Painting by Miyoko Ito
Miyoko Ito, Untitled #126, ca. 1970.

“I have no place to take myself except painting.”

– Miyoko Ito[1]

 

Miyoko Ito was born in Berkeley, California, to Japanese parents in 1918. Owing to her family’s limited means and a difficult housing market, she relocated to Japan as a young girl with her pregnant mother and younger sister. “Those five years are the roots of what I am right now,” she reported later, explaining that they were both “very wonderful” and “terribly traumatic.”[2] While she excelled in an arts-filled curriculum at school, her mother gave birth to a stillborn child and Ito became badly ill, for a time losing the ability to walk. Towards the end of her life, the artist experienced a nervous breakdown, and would speak about the early chapter of her childhood in these terms.

Miyoko Ito portrait
Miyoko Ito, photographer unknown.

Returning to Berkeley, Ito attended high school and majored in art practice at UC Berkeley, where she studied watercolor under John Haley, Erle Loran, and Worth Ryder. Her senior year was interrupted by World War II, when she was sent to Tanforan—a San Bruno horse track turned internment camp—alongside her new husband, Harry Ichiyasu, and thousands of others under Executive Order 9066, signed by Franklin Roosevelt in 1942. Released years before her new husband, Ito briefly matriculated at Smith College before transferring to the School of the Art Institute of Chicago, where she received a scholarship but never graduated.
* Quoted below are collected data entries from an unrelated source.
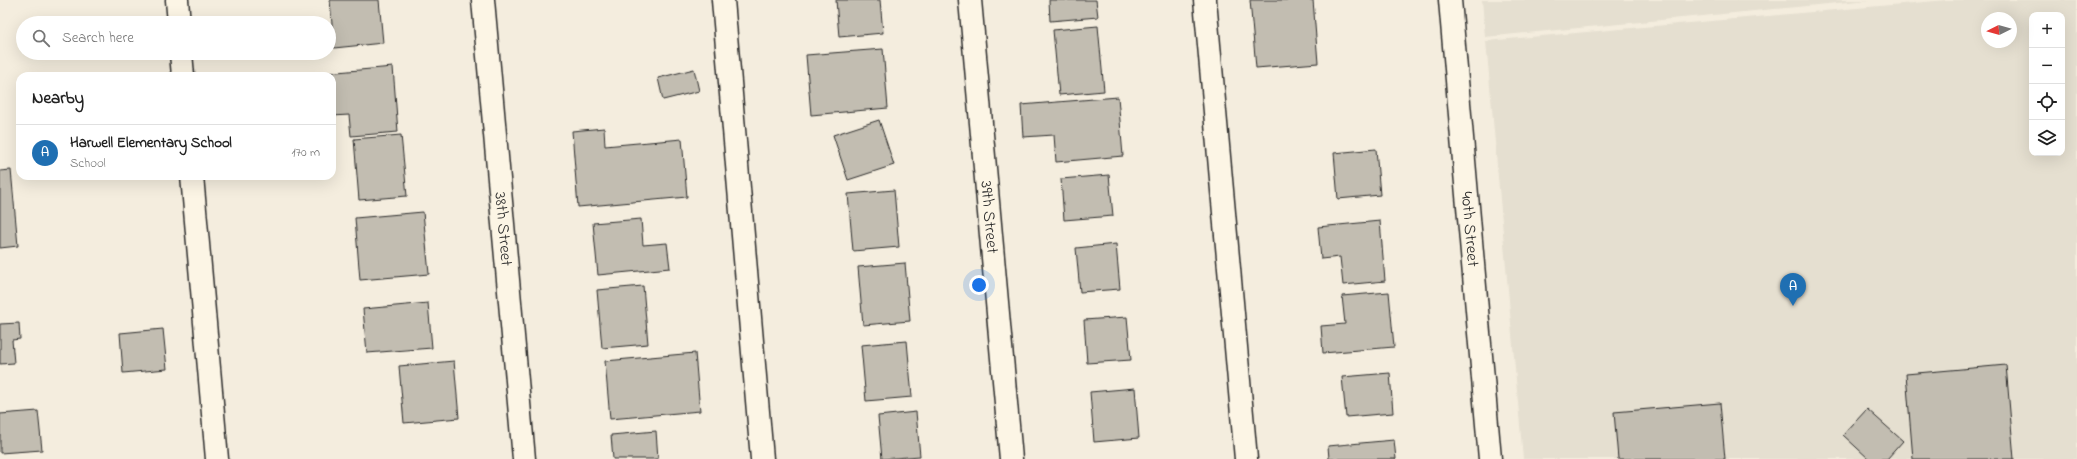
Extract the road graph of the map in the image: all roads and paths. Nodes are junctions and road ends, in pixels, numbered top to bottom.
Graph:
1 (177, 0) edge
2 (483, 0) edge
3 (723, 0) edge
4 (970, 0) edge
5 (1205, 0) edge
6 (1450, 0) edge
7 (178, 16) edge
8 (182, 60) edge
9 (183, 72) edge
10 (192, 180) edge
11 (217, 459) edge
12 (524, 459) edge
13 (762, 459) edge
14 (1011, 459) edge
15 (1246, 459) edge
16 (1490, 459) edge

1 - 7 street
2 - 12 street, 38th Street
3 - 13 street
4 - 14 street, 39th Street
5 - 15 street
6 - 16 street, 40th Street
8 - 9 street
10 - 11 street

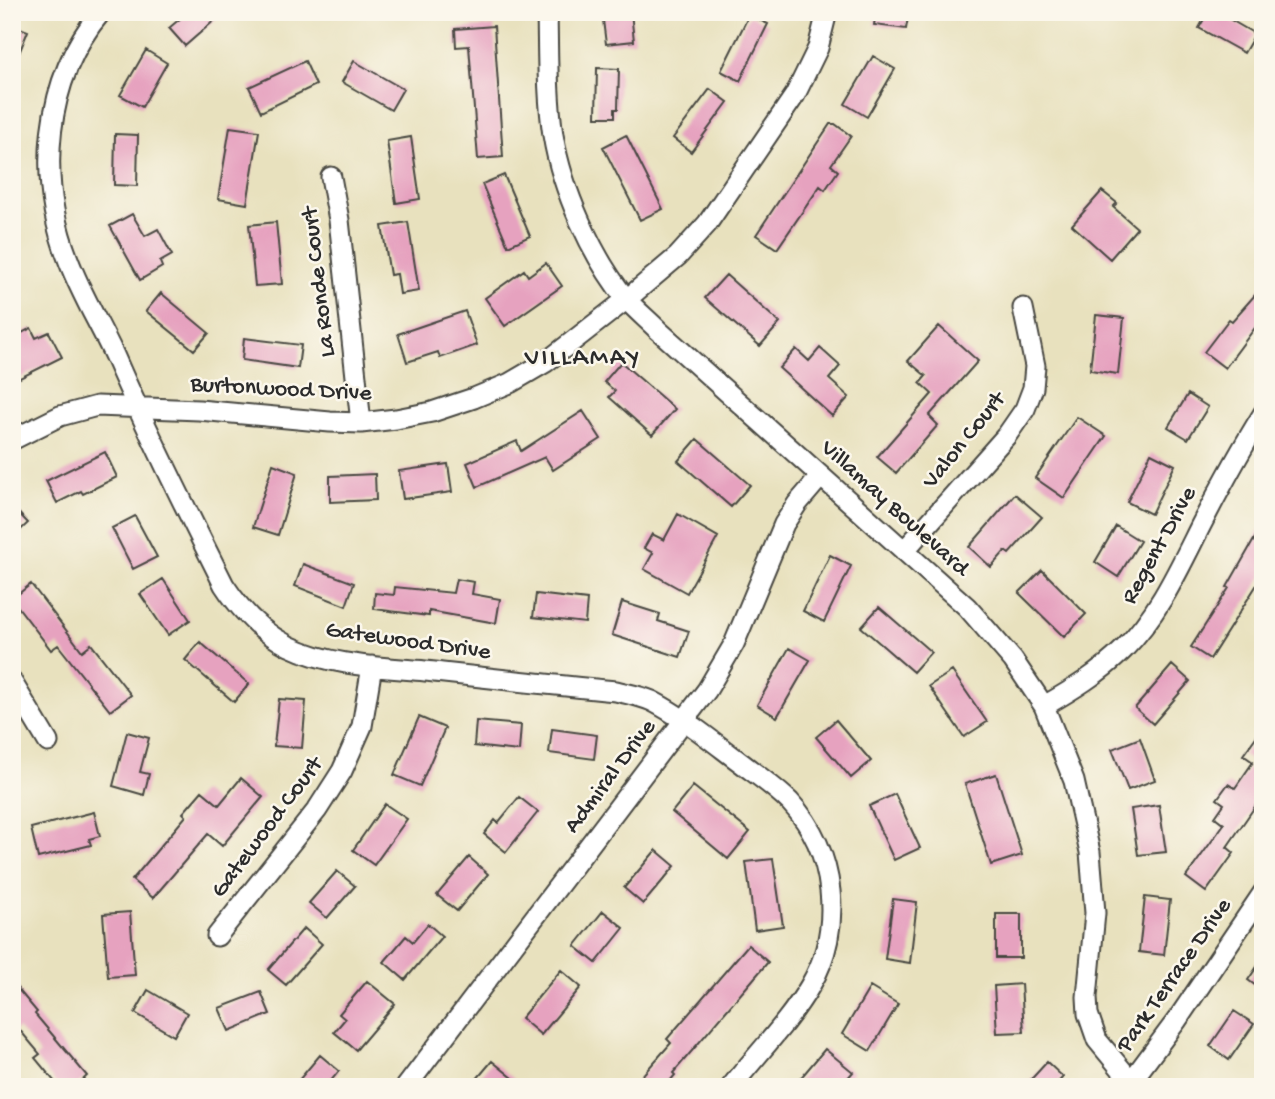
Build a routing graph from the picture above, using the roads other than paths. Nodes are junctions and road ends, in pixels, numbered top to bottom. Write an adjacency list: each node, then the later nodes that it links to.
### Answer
1 (101, 12): 7 (street, Gatewood Drive)
2 (547, 12): 5 (street, Villamay Boulevard)
3 (827, 12): 5 (street, Burtonwood Drive)
4 (331, 177): 9 (street, La Ronde Court)
5 (627, 299): 9 (street, Burtonwood Drive); 11 (street, Villamay Boulevard)
6 (1023, 307): 12 (street, Valon Court)
7 (137, 408): 9 (street, Burtonwood Drive); 10 (street, Burtonwood Drive); 13 (street, Gatewood Drive)
8 (1263, 414): 15 (street, Regent Drive)
9 (361, 423)
10 (12, 440)
11 (821, 476): 12 (street, Villamay Boulevard); 16 (street, Admiral Drive)
12 (904, 551): 15 (street, Villamay Boulevard)
13 (372, 666): 16 (street, Gatewood Drive); 19 (street, Gatewood Court)
14 (12, 682): 17 (street)
15 (1044, 706): 20 (street, Villamay Boulevard)
16 (684, 722): 21 (street, Admiral Drive); 22 (street, Gatewood Drive)
17 (48, 742)
18 (1263, 893): 20 (street, Park Terrace Drive)
19 (217, 936)
20 (1129, 1084)
21 (406, 1087)
22 (731, 1087)

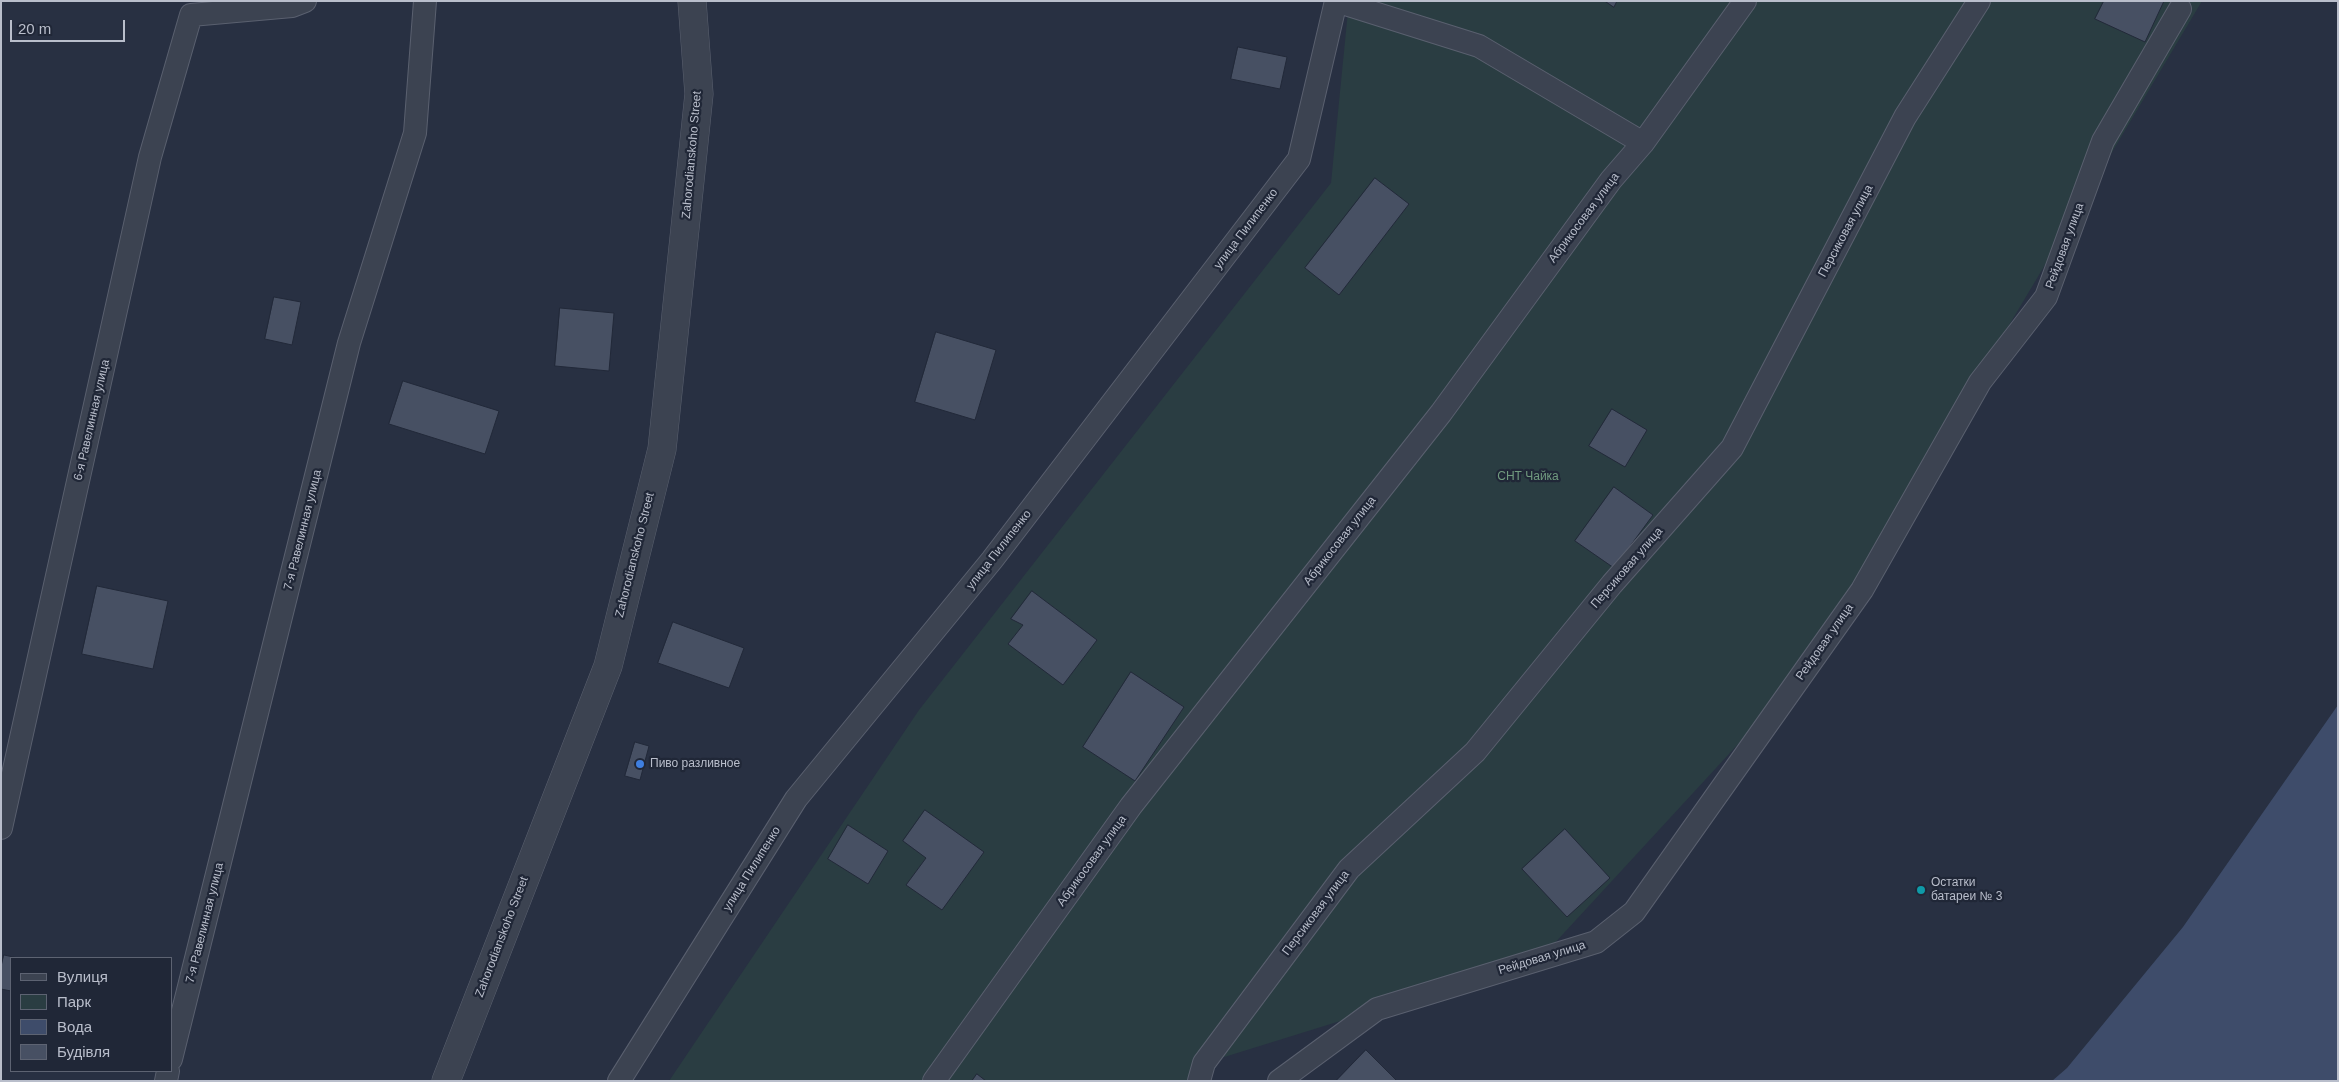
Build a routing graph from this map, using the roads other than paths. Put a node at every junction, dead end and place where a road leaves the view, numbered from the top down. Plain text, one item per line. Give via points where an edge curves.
1 (305, 1) edge
2 (425, 1) edge
3 (692, 1) edge
4 (1336, 1) edge
5 (1746, 1) edge
6 (1979, 1) edge
7 (2180, 9) dead end
8 (1643, 143) junction
9 (1, 828) edge
10 (172, 1055) edge
11 (446, 1081) edge
12 (619, 1081) edge
13 (934, 1081) edge
14 (1199, 1081) edge
15 (1279, 1081) edge

1 - 9 lane, 6-я Равелинная улица via 292,6 191,15 150,157
2 - 10 lane, 7-я Равелинная улица via 415,133 349,343
3 - 11 street, Zahorodianskoho Street via 699,94 662,449 608,666
4 - 8 lane via 1479,46
4 - 12 lane, улица Пилипенко via 1299,159 992,560 796,799
5 - 8 lane, Абрикосовая улица
6 - 14 lane, Персиковая улица via 1905,117 1732,448 1612,584 1475,752 1348,869 1204,1063
7 - 15 lane, Рейдовая улица via 2103,141 2046,297 1980,382 1862,590 1634,912 1596,942 1377,1009
8 - 13 lane, Абрикосовая улица via 1611,180 1441,413 1131,806

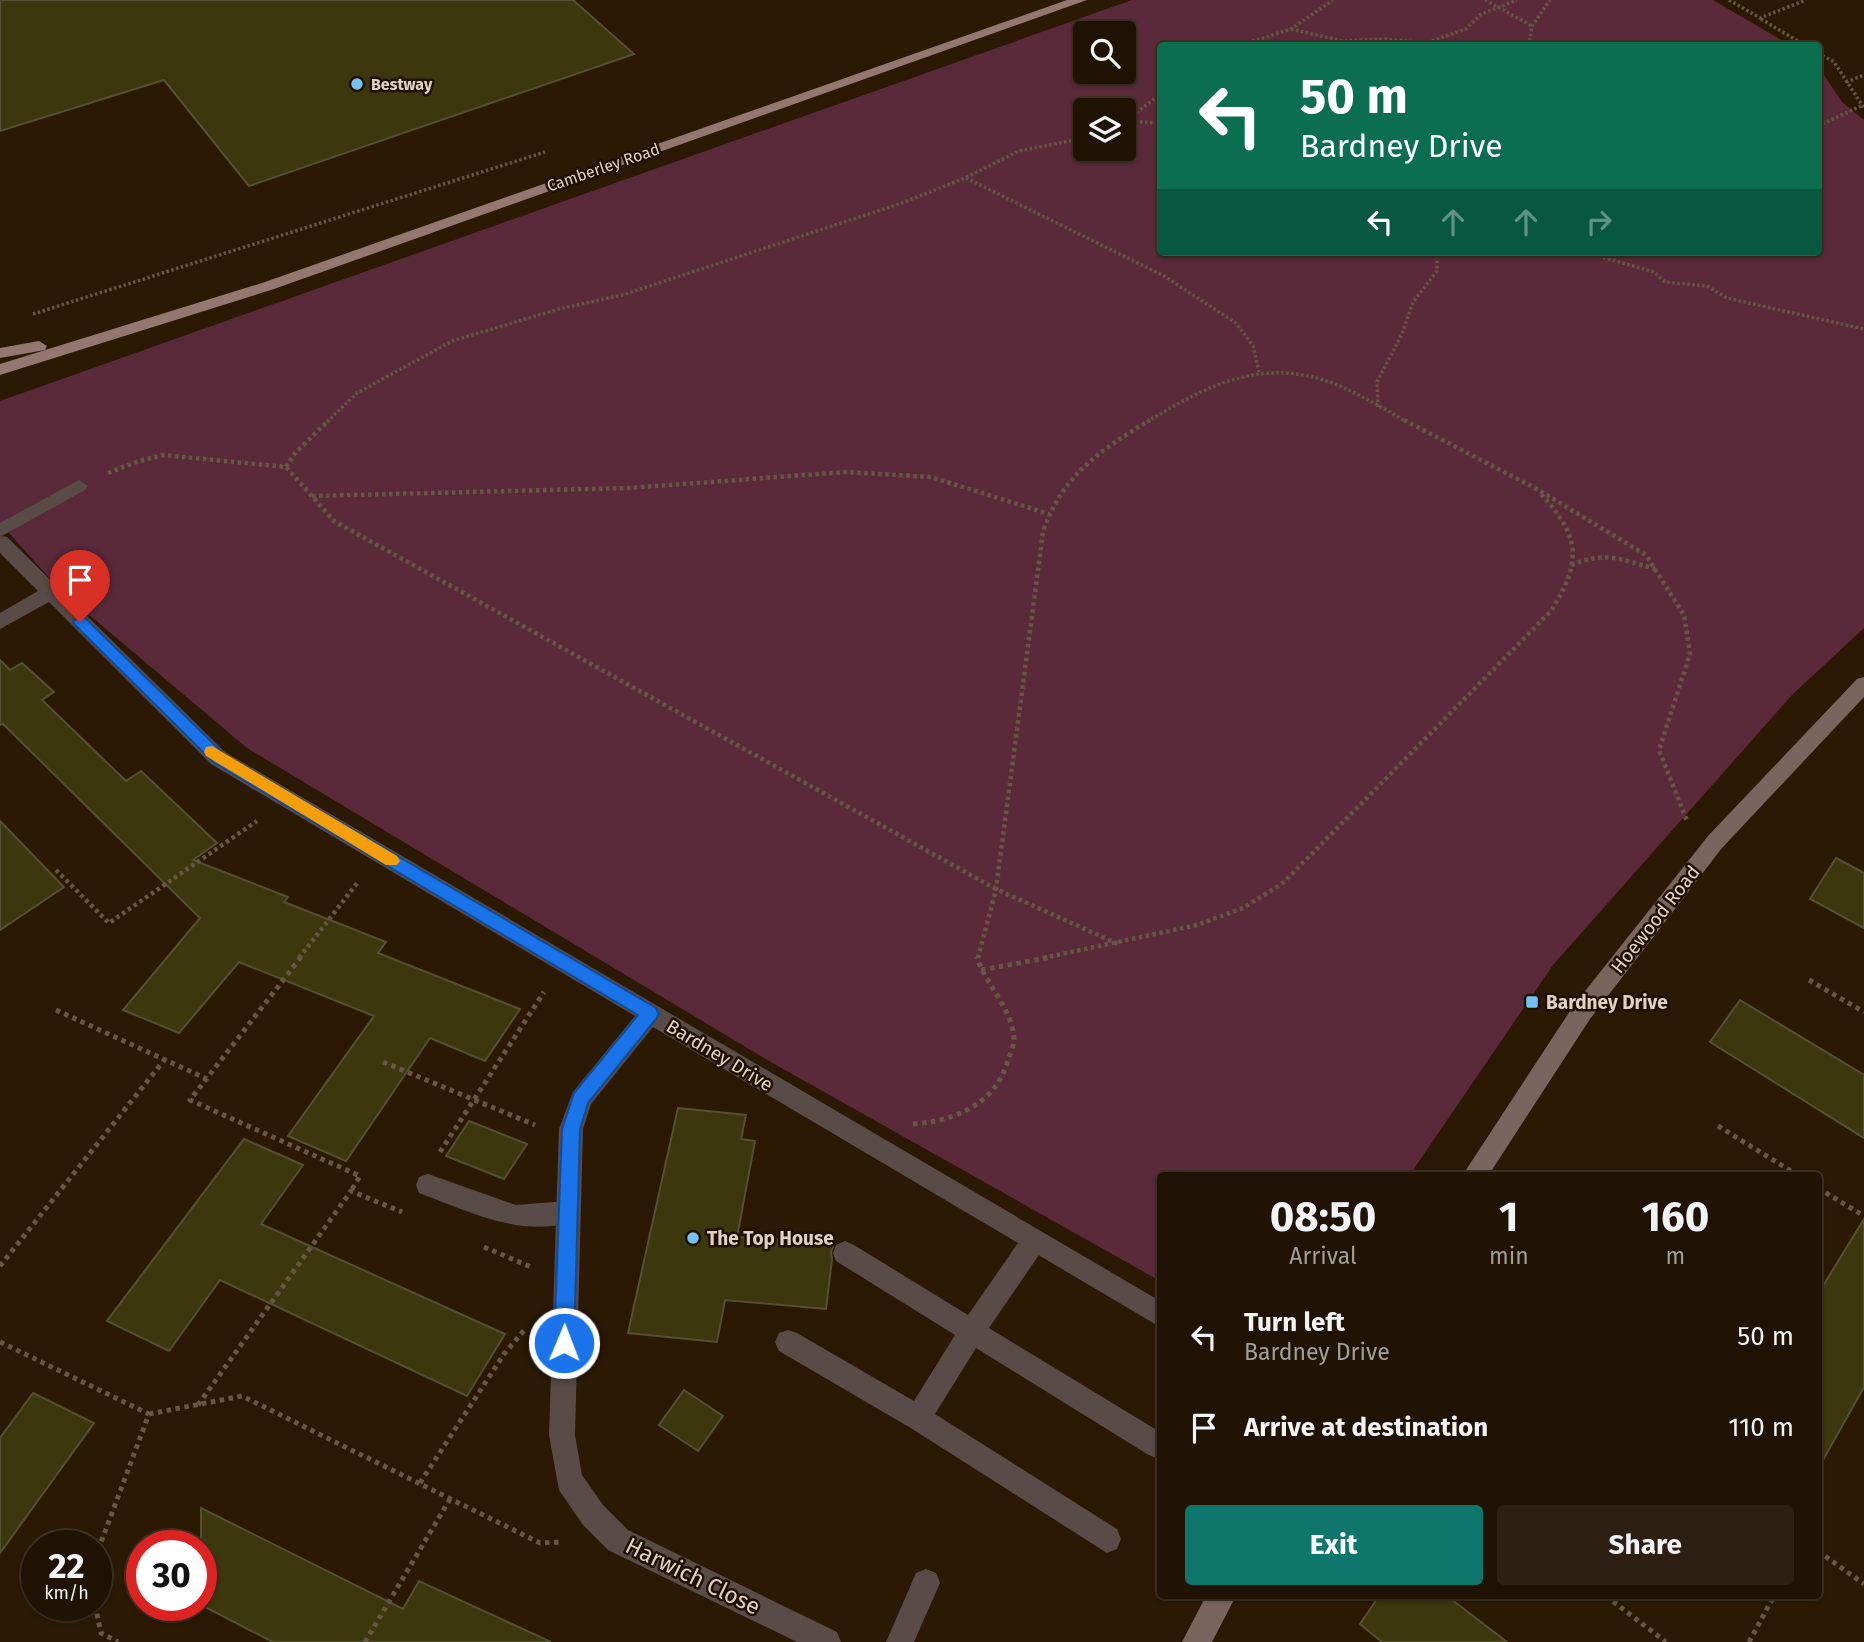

Image of Tanforan Japanese American internment camp
Tanforan Japanese American Internment Camp. ca. 1942.

Miyoko Ito photo
Miyoko Ito, photographer unknown.

Miyoko Ito was born in Berkeley, California, to Japanese parents in 1918. As a young girl, she spent several years with her mother and sister in Japan, where she first experimented with calligraphy and painting. Ito followed in her father’s footsteps to the University of California, Berkeley, where she studied watercolor under John Haley, Erle Loran, and Worth Ryder. Months before her graduation in 1942, Ito was sent to Tanforan, an internment camp south of San Francisco. Released years before her new husband, Ito briefly matriculated at Smith College before transferring to the School of the Art Institute of Chicago, where she received a scholarship but never graduated. Although her efforts were highly susceptible to regionalization, Ito participated in the 1975 Whitney Biennial and was honored with a retrospective exhibition at the Renaissance Society in 1980. She was represented by Phyllis Kind Gallery in Chicago and New York from the late 1960s through her death in 1983. Recent exhibitions include solo presentations at Artists Space, New York, 2018; University of California, Berkeley Art Museum and Pacific Film Archive, 2017; Adam Baumgold Gallery, New York, 2014 and 2006; VeneKlasen/Werner, Berlin, 2012; and No Vacancies, a group presentation at Marianne Boesky Gallery, New York, 2015.

Field Museum photograph
Field Museum, Chicago, date and photographer unknown.

 

Chicago was a supportive environment for women artists and the School of the Art Institute of Chicago—unique for its female faculty and supporting non-European-centric art history courses—admitted women and artists of color by the end of the late 19th century.[3] Kathleen Blackshear, an artist and art historian who integrated works and cultures then considered “primitive” or otherwise off-canon into her curricula, especially influenced Ito. Cited as “the first woman to wear pants in her small southern hometown” [4] of Novasota, Texas, Blackshear arrived to Chicago in 1924 to study at SAIC and began teaching there just two years later. It was not uncommon for the young professor to shepherd students to the Field Museum of Natural History, the Oriental Institute, Shedd Aquarium, and even the zoo and planetarium.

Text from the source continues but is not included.